Reykjavík, this lovely capital and its neighbourhood offers a lot. There are hot springs, exciting geothermal features and nice waterfalls not far from the capital. Not to mention the famous Blue Lagoon. But Iceland is so much more! Even if you only have a few days, venture out into the Southern part of the country or to the Snæfellsnes Peninsula.

Do – watch out for sheep

Westfjords, Iceland

Though we didn’t meet many people on the lonely roads but even on the loneliest road we met sheep quite often. They are everywhere in Iceland in the summer. Sometimes they lurk on the side of the road. Sometimes they have their afternoon rest in the middle of the road.

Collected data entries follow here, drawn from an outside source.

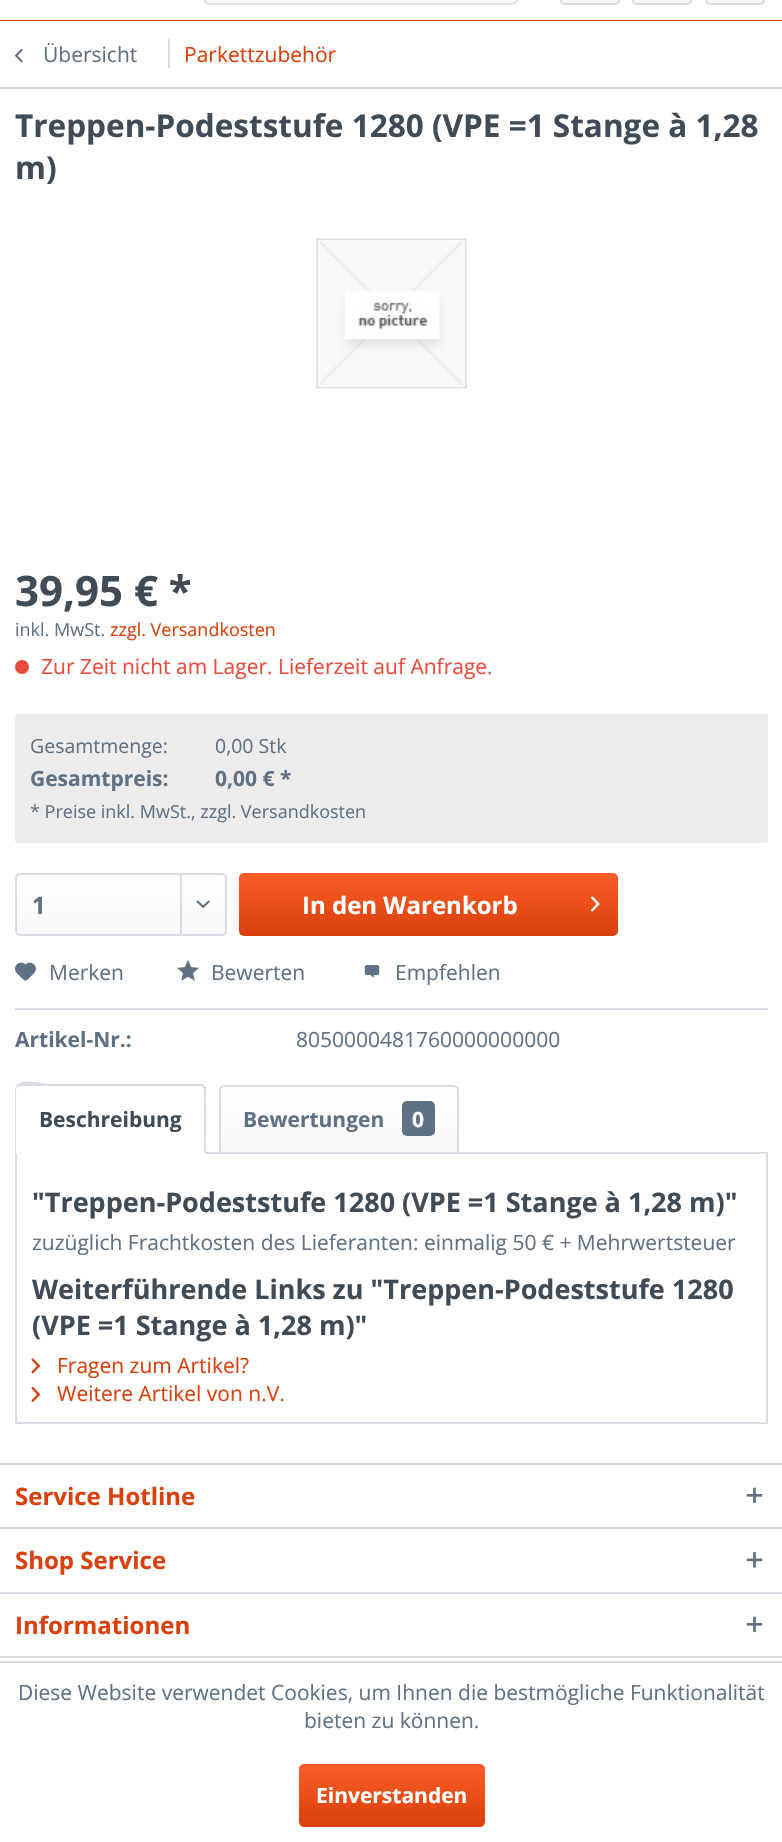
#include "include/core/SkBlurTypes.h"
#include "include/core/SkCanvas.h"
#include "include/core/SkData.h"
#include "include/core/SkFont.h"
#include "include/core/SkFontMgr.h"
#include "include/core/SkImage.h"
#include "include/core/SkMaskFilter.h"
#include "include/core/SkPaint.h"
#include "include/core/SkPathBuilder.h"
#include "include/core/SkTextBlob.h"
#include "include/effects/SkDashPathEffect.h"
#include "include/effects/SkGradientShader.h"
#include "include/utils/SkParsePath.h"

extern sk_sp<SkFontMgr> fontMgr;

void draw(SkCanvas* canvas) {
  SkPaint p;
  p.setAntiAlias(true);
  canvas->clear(SK_ColorWHITE);
  p.setColor(SkColorSetRGB(217, 64, 11));
  canvas->drawRect(SkRect::MakeLTRB(0, 20, 782, 21), p);
  p.setColor(SkColorSetRGB(248, 248, 250));
  canvas->drawRoundRect(SkRect::MakeLTRB(204, -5, 518, 5), 5, 5, p);
  p.setStyle(SkPaint::kStroke_Style);
  p.setStrokeWidth(1.5f);
  p.setColor(SkColorSetRGB(218, 218, 229));
  canvas->drawPath(SkPathBuilder().moveTo(515.5f, -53.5f).cubicTo(516.5f, -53, 517, -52, 517, -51).lineTo(517, 0).cubicTo(517, 1, 516.5f, 2, 515.5f, 2.5f).cubicTo(515, 3.5f, 514, 3.5f, 513, 4).lineTo(208.5f, 4).cubicTo(207.5f, 4, 206.5f, 3.5f, 206, 2.5f).cubicTo(205, 2, 205, 1, 205, 0).lineTo(205, -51).cubicTo(205, -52, 205, -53, 206, -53.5f).detach(), p);
  p.setStyle(SkPaint::kFill_Style);
  {
    const SkColor colors[] = {SK_ColorWHITE, SkColorSetRGB(248, 248, 250)};
    const float stops[] = {0, 1};
    const SkPoint ends[] = {{590, -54}, {590, 3}};
    p.setShader(SkGradientShader::MakeLinear(ends, colors, stops, 2, SkTileMode::kClamp));
    p.setAlpha(255);
  }
  canvas->drawRoundRect(SkRect::MakeLTRB(561, -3, 618, 3), 3, 3, p);
  p.setStyle(SkPaint::kStroke_Style);
  p.setStrokeWidth(2);
  p.setShader(nullptr);
  p.setColor(SkColorSetRGB(218, 218, 229));
  canvas->drawRoundRect(SkRect::MakeLTRB(561, -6, 619, 4), 4, 4, p);
  p.setStyle(SkPaint::kFill_Style);
  {
    const SkColor colors[] = {SK_ColorWHITE, SkColorSetRGB(248, 248, 250)};
    const float stops[] = {0, 1};
    const SkPoint ends[] = {{662, -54}, {662, 3}};
    p.setShader(SkGradientShader::MakeLinear(ends, colors, stops, 2, SkTileMode::kClamp));
    p.setAlpha(255);
  }
  canvas->drawRoundRect(SkRect::MakeLTRB(633, -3, 690, 3), 3, 3, p);
  p.setStyle(SkPaint::kStroke_Style);
  p.setShader(nullptr);
  p.setColor(SkColorSetRGB(218, 218, 229));
  canvas->drawRoundRect(SkRect::MakeLTRB(633, -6, 691, 4), 4, 4, p);
  p.setStyle(SkPaint::kFill_Style);
  {
    const SkColor colors[] = {SK_ColorWHITE, SkColorSetRGB(248, 248, 250)};
    const float stops[] = {0, 1};
    const SkPoint ends[] = {{735, -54}, {735, 3}};
    p.setShader(SkGradientShader::MakeLinear(ends, colors, stops, 2, SkTileMode::kClamp));
    p.setAlpha(255);
  }
  canvas->drawRoundRect(SkRect::MakeLTRB(707, -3, 764, 3), 3, 3, p);
  p.setStyle(SkPaint::kStroke_Style);
  p.setShader(nullptr);
  p.setColor(SkColorSetRGB(218, 218, 229));
  canvas->drawRoundRect(SkRect::MakeLTRB(706, -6, 764, 4), 4, 4, p);
  p.setStyle(SkPaint::kFill_Style);
  canvas->drawRect(SkRect::MakeLTRB(0, 87, 782, 89), p);
  canvas->drawImageRect(SkImages::DeferredFromEncodedData(SkData::MakeFromFileName("images/1.png")), SkRect::MakeLTRB(15, 48, 23, 63), SkSamplingOptions());
  canvas->drawRect(SkRect::MakeLTRB(168, 39, 170, 68), p);
  canvas->drawImageRect(SkImages::DeferredFromEncodedData(SkData::MakeFromFileName("images/2.png")), SkRect::MakeLTRB(316, 238, 467, 389), SkSamplingOptions());
  p.setColor(SkColorSetRGB(231, 76, 60));
  canvas->drawCircle(22, 667, 7, p);
  p.setColor(SkColorSetRGB(236, 236, 236));
  canvas->drawRoundRect(SkRect::MakeLTRB(15, 714, 768, 843), 3, 3, p);
  {
    const SkColor colors[] = {SK_ColorWHITE, SkColorSetRGB(248, 248, 250)};
    const float stops[] = {0, 1};
    const SkPoint ends[] = {{121, 875}, {121, 935}};
    p.setShader(SkGradientShader::MakeLinear(ends, colors, stops, 2, SkTileMode::kClamp));
    p.setAlpha(255);
  }
  canvas->drawRoundRect(SkRect::MakeLTRB(17, 875, 225, 935), 3, 3, p);
  p.setStyle(SkPaint::kStroke_Style);
  p.setShader(nullptr);
  p.setColor(SkColorSetRGB(218, 218, 229));
  canvas->drawRoundRect(SkRect::MakeLTRB(16, 874, 226, 935), 4, 4, p);
  p.setStyle(SkPaint::kFill_Style);
  canvas->drawRect(SkRect::MakeLTRB(180, 875, 182, 935), p);
  canvas->drawImageRect(SkImages::DeferredFromEncodedData(SkData::MakeFromFileName("images/3.png")), SkRect::MakeLTRB(196, 900, 210, 908), SkSamplingOptions());
  {
    const SkColor colors[] = {SkColorSetRGB(250, 93, 39), SkColorSetRGB(217, 64, 11)};
    const float stops[] = {0, 1};
    const SkPoint ends[] = {{428, 873}, {428, 936}};
    p.setShader(SkGradientShader::MakeLinear(ends, colors, stops, 2, SkTileMode::kClamp));
    p.setAlpha(255);
  }
  canvas->drawRoundRect(SkRect::MakeLTRB(239, 873, 618, 936), 5, 5, p);
  canvas->drawImageRect(SkImages::DeferredFromEncodedData(SkData::MakeFromFileName("images/4.png")), SkRect::MakeLTRB(591, 896, 600, 912), SkSamplingOptions());
  p.setShader(nullptr);
  p.setColor(SkColorSetRGB(218, 218, 229));
  canvas->drawRect(SkRect::MakeLTRB(15, 1008, 768, 1010), p);
  canvas->drawImageRect(SkImages::DeferredFromEncodedData(SkData::MakeFromFileName("images/5.png")), SkRect::MakeLTRB(15, 962, 36, 981), SkSamplingOptions());
  canvas->drawImageRect(SkImages::DeferredFromEncodedData(SkData::MakeFromFileName("images/6.png")), SkRect::MakeLTRB(177, 960, 199, 981), SkSamplingOptions());
  canvas->drawImageRect(SkImages::DeferredFromEncodedData(SkData::MakeFromFileName("images/7.png")), SkRect::MakeLTRB(364, 965, 380, 978), SkSamplingOptions());
  p.setStyle(SkPaint::kStroke_Style);
  canvas->drawRect(SkRect::MakeLTRB(16, 1153, 767, 1423), p);
  p.setStyle(SkPaint::kFill_Style);
  p.setColor(SK_ColorWHITE);
  canvas->drawPath(SkPathBuilder().moveTo(20, 1085).lineTo(201, 1085).cubicTo(204, 1085, 206, 1087, 206, 1090).lineTo(206, 1154).lineTo(15, 1154).lineTo(15, 1090).cubicTo(15, 1087, 17, 1085, 20, 1085).close().detach(), p);
  p.setColor(SkColorSetRGB(218, 218, 229));
  canvas->drawPath(SkPathBuilder().moveTo(20, 1086).lineTo(17, 1087).lineTo(16, 1086).cubicTo(23, 1077, 38, 1084, 49, 1084).lineTo(203, 1084).lineTo(204, 1086).lineTo(203, 1087).lineTo(201, 1086).close().detach(), p);
  canvas->drawPath(SkPathBuilder().moveTo(204, 1086).lineTo(206, 1087).lineTo(206, 1154).lineTo(204, 1152).cubicTo(204, 1145, 205, 1088, 203, 1087).close().detach(), p);
  p.setColor(SK_ColorWHITE);
  canvas->drawPath(SkPathBuilder().moveTo(206, 1154).lineTo(204, 1152).lineTo(16, 1152).lineTo(15, 1154).close().detach(), p);
  p.setColor(SkColorSetRGB(218, 218, 229));
  canvas->drawPath(SkPathBuilder().moveTo(15, 1154).lineTo(16, 1152).lineTo(16, 1089).lineTo(17, 1087).lineTo(16, 1086).lineTo(15, 1089).close().detach(), p);
  {
    const SkColor colors[] = {SK_ColorWHITE, SkColorSetRGB(248, 248, 250)};
    const float stops[] = {0, 1};
    const SkPoint ends[] = {{339, 1086}, {339, 1152}};
    p.setShader(SkGradientShader::MakeLinear(ends, colors, stops, 2, SkTileMode::kClamp));
    p.setAlpha(255);
  }
  canvas->drawPath(SkPathBuilder().moveTo(224, 1086).lineTo(455, 1086).cubicTo(456.5f, 1086, 458, 1087.5f, 458, 1089).lineTo(458, 1152).lineTo(221, 1152).lineTo(221, 1089).cubicTo(221, 1087.5f, 222.5f, 1086, 224, 1086).close().detach(), p);
  p.setStyle(SkPaint::kStroke_Style);
  p.setShader(nullptr);
  p.setColor(SkColorSetRGB(218, 218, 229));
  canvas->drawPath(SkPathBuilder().moveTo(224, 1086).lineTo(454, 1086).cubicTo(456, 1086, 458, 1088, 458, 1090).lineTo(458, 1153).lineTo(220, 1153).lineTo(220, 1090).cubicTo(220, 1088, 222, 1086, 224, 1086).close().detach(), p);
  p.setStyle(SkPaint::kFill_Style);
  p.setColor(SkColorSetRGB(95, 114, 133));
  canvas->drawRoundRect(SkRect::MakeLTRB(402, 1101, 435, 1136), 5, 5, p);
  canvas->drawImageRect(SkImages::DeferredFromEncodedData(SkData::MakeFromFileName("images/8.png")), SkRect::MakeLTRB(31, 1358, 40, 1374), SkSamplingOptions());
  canvas->drawImageRect(SkImages::DeferredFromEncodedData(SkData::MakeFromFileName("images/9.png")), SkRect::MakeLTRB(31, 1387, 40, 1402), SkSamplingOptions());
  p.setColor(SkColorSetRGB(218, 218, 229));
  canvas->drawRect(SkRect::MakeLTRB(0, 1463, 782, 1465), p);
  canvas->drawImageRect(SkImages::DeferredFromEncodedData(SkData::MakeFromFileName("images/10.png")), SkRect::MakeLTRB(746, 1487, 763, 1504), SkSamplingOptions());
  canvas->drawRect(SkRect::MakeLTRB(0, 1527, 782, 1529), p);
  canvas->drawImageRect(SkImages::DeferredFromEncodedData(SkData::MakeFromFileName("images/11.png")), SkRect::MakeLTRB(746, 1552, 763, 1568), SkSamplingOptions());
  canvas->drawRect(SkRect::MakeLTRB(0, 1592, 782, 1594), p);
  canvas->drawImageRect(SkImages::DeferredFromEncodedData(SkData::MakeFromFileName("images/10.png")), SkRect::MakeLTRB(746, 1616, 763, 1633), SkSamplingOptions());
  canvas->drawRect(SkRect::MakeLTRB(0, 1656, 782, 1658), p);
  canvas->drawRect(SkRect::MakeLTRB(0, 1661, 782, 1663), p);
  {
    const SkColor colors[] = {SkColorSetRGB(250, 93, 39), SkColorSetRGB(217, 64, 11)};
    const float stops[] = {0, 1};
    const SkPoint ends[] = {{392, 1764}, {392, 1827}};
    p.setShader(SkGradientShader::MakeLinear(ends, colors, stops, 2, SkTileMode::kClamp));
    p.setAlpha(255);
  }
  canvas->drawRoundRect(SkRect::MakeLTRB(299, 1764, 485, 1827), 5, 5, p);
  SkFont font1(fontMgr->matchFamilyStyle("Open Sans", SkFontStyle::Normal()), 21);
  font1.setSubpixel(true);
  p.setShader(nullptr);
  p.setColor(SkColorSetRGB(95, 114, 133));
  canvas->drawString("Übersicht", 43, 62, font1, p);
  p.setColor(SkColorSetRGB(217, 64, 11));
  canvas->drawString("Parkettzubehör", 184, 62, font1, p);
  SkFont font2(fontMgr->matchFamilyStyle("Open Sans", SkFontStyle::Bold()), 31.5f);
  font2.setSubpixel(true);
  p.setColor(SkColorSetRGB(63, 76, 88));
  canvas->drawString("Treppen-Podeststufe 1280 (VPE =1 Stange à 1,28", 15, 137, font2, p);
  canvas->drawString("m)", 15, 179, font2, p);
  SkFont font3(fontMgr->matchFamilyStyle("Open Sans", SkFontStyle::Bold()), 42);
  font3.setSubpixel(true);
  canvas->drawString("39,95 € *", 15, 606, font3, p);
  SkFont font4(fontMgr->matchFamilyStyle("Open Sans", SkFontStyle::Normal()), 18);
  font4.setSubpixel(true);
  p.setColor(SkColorSetRGB(95, 114, 133));
  canvas->drawString("inkl. MwSt.", 15, 636, font4, p);
  p.setColor(SkColorSetRGB(217, 64, 11));
  canvas->drawString("zzgl. Versandkosten", 110, 636, font4, p);
  p.setColor(SkColorSetRGB(231, 76, 60));
  canvas->drawString("Zur Zeit nicht am Lager. Lieferzeit auf Anfrage.", 41, 674, font1, p);
  SkFont font5(fontMgr->matchFamilyStyle("Open Sans", SkFontStyle::Normal()), 19.5f);
  font5.setSubpixel(true);
  p.setColor(SkColorSetRGB(95, 114, 133));
  canvas->drawString("Gesamtmenge:", 30, 753, font5, p);
  canvas->drawString("0,00 Stk", 215, 753, font5, p);
  SkFont font6(fontMgr->matchFamilyStyle("Open Sans", SkFontStyle::Bold()), 21);
  font6.setSubpixel(true);
  canvas->drawString("Gesamtpreis:", 30, 786, font6, p);
  canvas->drawString("0,00 € *", 215, 786, font6, p);
  canvas->drawString("* Preise inkl. MwSt., zzgl. Versandkosten", 30, 818, font4, p);
  SkFont font7(fontMgr->matchFamilyStyle("Open Sans", SkFontStyle::Bold()), 24);
  font7.setSubpixel(true);
  canvas->drawString("1", 32, 914, font7, p);
  p.setColor(SK_ColorWHITE);
  canvas->drawString("In den Warenkorb", 302, 914, font7, p);
  p.setColor(SkColorSetRGB(95, 114, 133));
  canvas->drawString("Merken", 49, 980, font1, p);
  canvas->drawString("Bewerten", 211, 980, font1, p);
  canvas->drawString("Empfehlen", 395, 980, font1, p);
  canvas->drawString("Artikel-Nr.:", 15, 1047, font6, p);
  canvas->drawString("8050000481760000000000", 296, 1047, font1, p);
  p.setColor(SkColorSetRGB(63, 76, 88));
  canvas->drawString("Beschreibung", 39, 1127, font6, p);
  p.setColor(SkColorSetRGB(95, 114, 133));
  canvas->drawString("Bewertungen", 243, 1127, font6, p);
  p.setColor(SK_ColorWHITE);
  canvas->drawString("0", 412, 1127, font6, p);
  SkFont font8(fontMgr->matchFamilyStyle("Open Sans", SkFontStyle::Bold()), 27);
  font8.setSubpixel(true);
  p.setColor(SkColorSetRGB(63, 76, 88));
  canvas->drawString("\"Treppen-Podeststufe 1280 (VPE =1 Stange à 1,28 m)\"", 32, 1212, font8, p);
  p.setColor(SkColorSetRGB(95, 114, 133));
  canvas->drawString("zuzüglich Frachtkosten des Lieferanten: einmalig 50 € + Mehrwertsteuer", 32, 1250, font1, p);
  p.setColor(SkColorSetRGB(63, 76, 88));
  canvas->drawString("Weiterführende Links zu \"Treppen-Podeststufe 1280", 32, 1299, font8, p);
  canvas->drawString("(VPE =1 Stange à 1,28 m)\"", 32, 1335, font8, p);
  p.setColor(SkColorSetRGB(217, 64, 11));
  canvas->drawString("Fragen zum Artikel?", 57, 1373, font1, p);
  canvas->drawString("Weitere Artikel von n.V.", 57, 1401, font1, p);
  canvas->drawString("Service Hotline", 15, 1505, font7, p);
  canvas->drawString("Shop Service", 15, 1569, font7, p);
  canvas->drawString("Informationen", 15, 1634, font7, p);
  p.setColor(SkColorSetRGB(95, 114, 133));
  canvas->drawString("Diese Website verwendet Cookies, um Ihnen die bestmögliche Funktionalität", 18, 1700, font1, p);
  canvas->drawString("bieten zu können.", 304, 1728, font1, p);
  p.setColor(SK_ColorWHITE);
  canvas->drawString("Einverstanden", 316, 1803, font6, p);
}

Drive slow, watch out for them and honk if needed.

Don’t stick to the Ring Road

Westfjords, Iceland

The Ring Road (Route 1) is the main road around the island and it really deserves its fame. But it’s worth getting off the Ring Road from time to time and explore lesser known roads by the ocean or in the mountains. So many unexpected treasures waited for us on those roads! And you know, when good things come unexpected, that’s just the best. 😀

We especially recommend roads of the Westfjords and the Snæfellsnes Peninsula.

Do – check road conditions

Eastern Iceland

One of the most common souvenirs we’ve seen in Iceland is the mug with the text: “If you don’t like the weather, wait 5 minutes.” Weather can change quickly and dramatically so it’s wise to check weather and road conditions every day.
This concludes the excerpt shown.